It's pronounced Diane. I do data architecture, operations, and backend development. In my spare time I maintain Massive.js, a data mapper for Node.js and PostgreSQL.
How do you see the classical DBA role (robes, incense, occult rites and forbidden languages and all) evolving as development makes inroads on architectural and operational disciplines?
Have more than 10 years of experience in designing, developing and maintaining database systems on diverse platforms such as Oracle, Postgres, MySQL, Mongo, Cassandra, Redis, and SQLServer.

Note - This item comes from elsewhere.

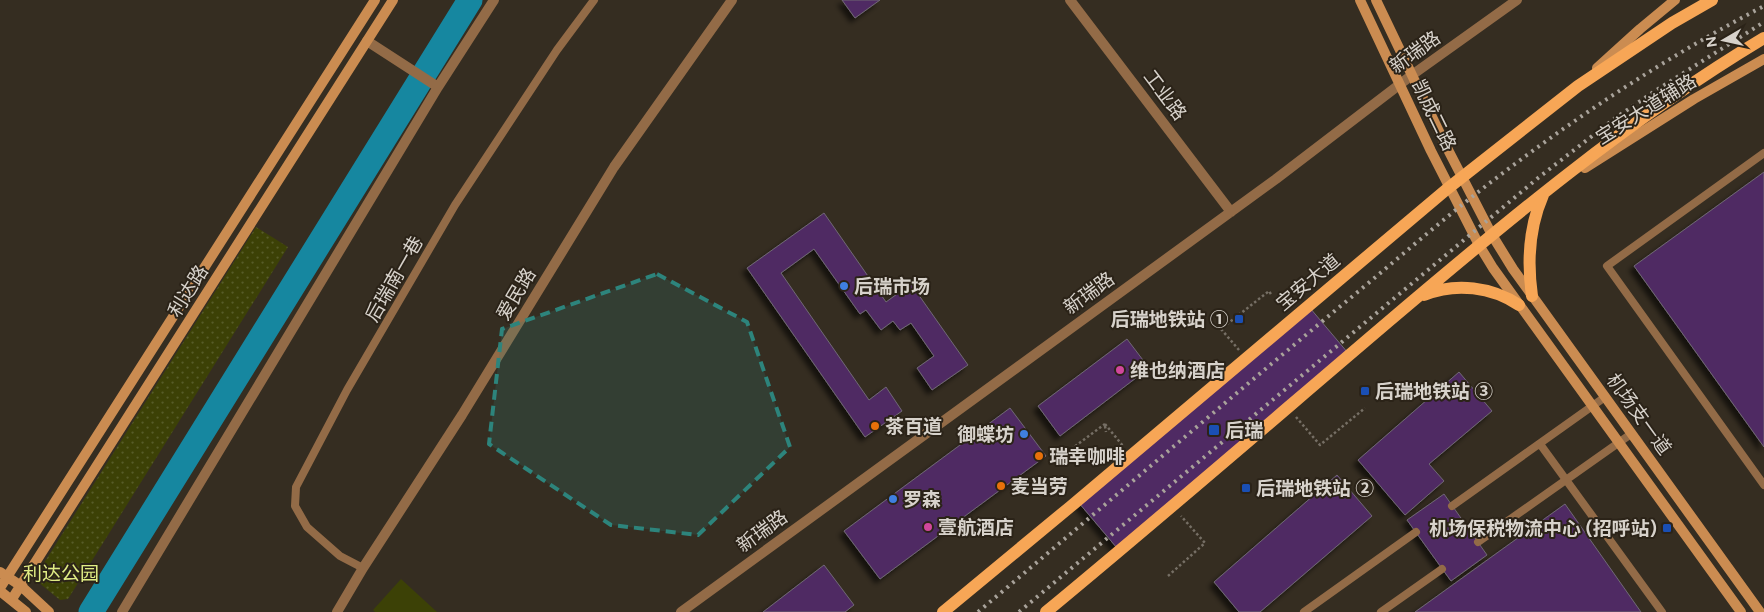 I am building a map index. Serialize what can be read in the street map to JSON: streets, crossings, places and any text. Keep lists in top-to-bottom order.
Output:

I heard you my friend, this is the biggest concern of every DBA nowadays. As the cloud is getting more mature everyday, many of the features are available online, cloud providers like google, oracle, aws azure etc are excelling at their cloud offerings the migration to cloud is inevitable.
Secondly the cost of cloud is way cheaper than maintaining a data center for small and medium sized businesses.
This reduced the administration workload from conventional DBAs so now these people need to find some more work to stay relevant in the company and industry.
Thus the role of "DevOps" is born. DevOps person is responsible for administration, maintenance, optimization, automation, deployment, backups and monitoring. So many DBAs have already adapted this change and became top notch DevOps engineers with vast experience in database administration.
Another route will be to become an architect, design and develop the structure of the database that will be housing terabytes of data yet providing exceptional performance under heavy loads, this commitment is not easy as this requires a deep understanding of RDBMS and the core concepts of databases both relational and NoSQL.
When you transition from SQL to NoSQL, do you need to be quirky enough to execute the desire query and unfollow the conventional RDBMS way? I know a lot of NoSQL(looking at MongoDB) still lacks some querying powers to get the data you want.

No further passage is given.